Em 38 anos, o Cerrado concentrou 42,7% de tudo o que foi queimado no país. Praticamente a mesma proporção vale para a Amazônia, que abrigou 43% de toda a área queimada em território nacional. Os dois maiores biomas da América do Sul foram afetados por 85,7% do fogo que se alastrou pelo Brasil desde 1985.
Temporada de fogo
O mapeamento da área queimada também mostra a época do ano em que há maior incidência de fogo. No Cerrado, a “temporada de fogo” coincide com os meses de seca: 89,5% da área atingida foi queimada entre julho e outubro. Com 37% das ocorrências, o mês de setembro é o que registra mais fogo no bioma.
Depois de meses com nenhuma ou pouca chuva, é em setembro que a vegetação do Cerrado se encontra mais propícia para o alastramento das chamas. Por ser um bioma que “evoluiu com o fogo” ao longo de milhares de anos, o senso comum pode tender a relevar a gravidade da ocorrência de fogo no Cerrado. Na verdade, o fogo natural no bioma é causado por raios, na transição entre as estações chuvosa e seca. Quando ocorre estritamente durante a seca, a ignição é humana.
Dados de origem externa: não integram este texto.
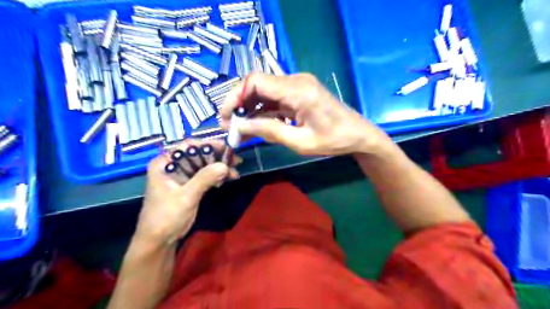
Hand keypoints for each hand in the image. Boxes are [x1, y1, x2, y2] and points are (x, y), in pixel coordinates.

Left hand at [135, 139, 238, 242]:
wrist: (159, 240)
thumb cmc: (166, 216)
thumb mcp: (186, 196)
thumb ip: (204, 178)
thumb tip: (225, 165)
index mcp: (165, 163)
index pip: (188, 146)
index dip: (208, 145)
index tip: (226, 148)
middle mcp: (173, 165)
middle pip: (198, 155)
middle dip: (217, 157)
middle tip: (235, 160)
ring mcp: (181, 176)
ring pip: (204, 165)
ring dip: (219, 167)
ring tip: (234, 172)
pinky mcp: (189, 185)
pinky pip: (205, 175)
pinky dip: (216, 176)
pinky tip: (228, 178)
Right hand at [217, 73, 392, 155]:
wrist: (358, 135)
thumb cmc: (334, 140)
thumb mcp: (300, 141)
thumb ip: (269, 131)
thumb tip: (239, 127)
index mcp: (297, 90)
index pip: (255, 82)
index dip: (235, 96)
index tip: (225, 116)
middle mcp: (296, 81)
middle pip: (257, 85)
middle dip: (239, 104)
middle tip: (230, 125)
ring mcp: (298, 85)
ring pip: (264, 92)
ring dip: (250, 109)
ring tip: (240, 129)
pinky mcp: (299, 93)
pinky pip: (275, 98)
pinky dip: (263, 111)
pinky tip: (256, 125)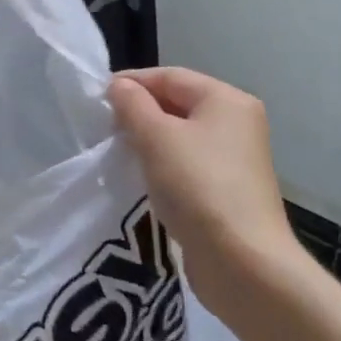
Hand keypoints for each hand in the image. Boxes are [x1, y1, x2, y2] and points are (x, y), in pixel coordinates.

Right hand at [107, 68, 303, 325]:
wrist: (243, 263)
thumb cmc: (198, 186)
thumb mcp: (156, 137)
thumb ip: (132, 105)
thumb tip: (120, 87)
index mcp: (227, 100)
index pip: (170, 76)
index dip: (132, 82)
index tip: (97, 97)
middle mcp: (237, 123)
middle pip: (178, 103)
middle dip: (140, 111)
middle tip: (104, 126)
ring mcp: (235, 159)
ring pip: (181, 135)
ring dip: (149, 140)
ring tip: (118, 151)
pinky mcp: (228, 190)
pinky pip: (188, 164)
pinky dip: (163, 164)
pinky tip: (141, 177)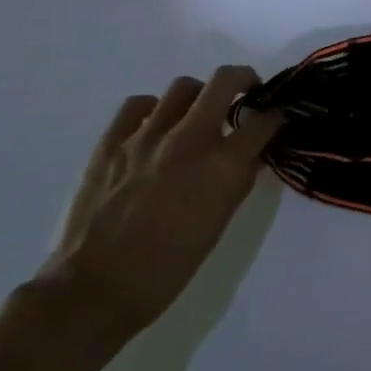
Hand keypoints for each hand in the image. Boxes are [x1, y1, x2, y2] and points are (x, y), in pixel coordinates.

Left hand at [41, 66, 282, 345]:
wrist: (94, 291)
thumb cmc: (168, 267)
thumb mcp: (220, 222)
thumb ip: (238, 179)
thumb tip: (250, 153)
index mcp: (222, 166)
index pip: (264, 121)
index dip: (276, 116)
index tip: (277, 118)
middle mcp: (188, 140)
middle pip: (225, 80)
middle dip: (244, 80)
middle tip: (246, 94)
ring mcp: (146, 136)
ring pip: (183, 87)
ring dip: (199, 97)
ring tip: (197, 115)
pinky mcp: (111, 142)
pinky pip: (138, 105)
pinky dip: (154, 110)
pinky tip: (155, 127)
“O fogo só é ruim quando é utilizado de forma inadequada e em biomas que não dependem do fogo para se manter, como a Amazônia. Em biomas como o Cerrado, o fogo tem um papel ecológico e ele deve ser manejado de forma correta para não virar um agente de destruição. Para isso, as práticas relacionadas ao Manejo Integrado do Fogo (MIF) são importantes pois elas podem, através das queimas prescritas e controladas, reduzir a quantidade de material combustível e evitar grandes incêndios”, acrescenta Ane Alencar, diretora de Ciência no IPAM e coordenadora do MapBiomas Fogo.
Estados e municípios
Mato Grosso e Tocantins são os estados que mais acumularam área queimada no Cerrado no período, com 183 mil km² e 160,6 mil km² atingidos pelo fogo. Na sequência estão: Maranhão (114 mil km²); Goiás (96,8 mil km²); Bahia (73,9 mil km²); Piauí (69,8 mil km²); Minas Gerais (57,6 mil km²); Mato Grosso do Sul (22,4 mil km²); Pará (5,9 mil km²); São Paulo (4 mil km²); Distrito Federal (2,4 mil km²); Paraná (639 km²) e Rondônia (517 km²).
Os dois municípios que mais tiveram áreas afetadas pelo fogo de 1985 e 2022 foram Formosa do Rio Preto e São Desidério, localizados no oeste da Bahia. Acumularam 13.392 km² e 11.701 km², respectivamente. Na sequência, ficaram os municípios mato-grossenses Cocalinho, com 11.404 km², e Paranatinga com 11.123 km² queimados.
Municípios na região do rio Araguaia, bem como na fronteira agrícola do Matopiba – que compreende os estados Maranhão, Tocantins, Piauí e Bahia – tiveram mais de 80% de suas áreas com presença de fogo no período.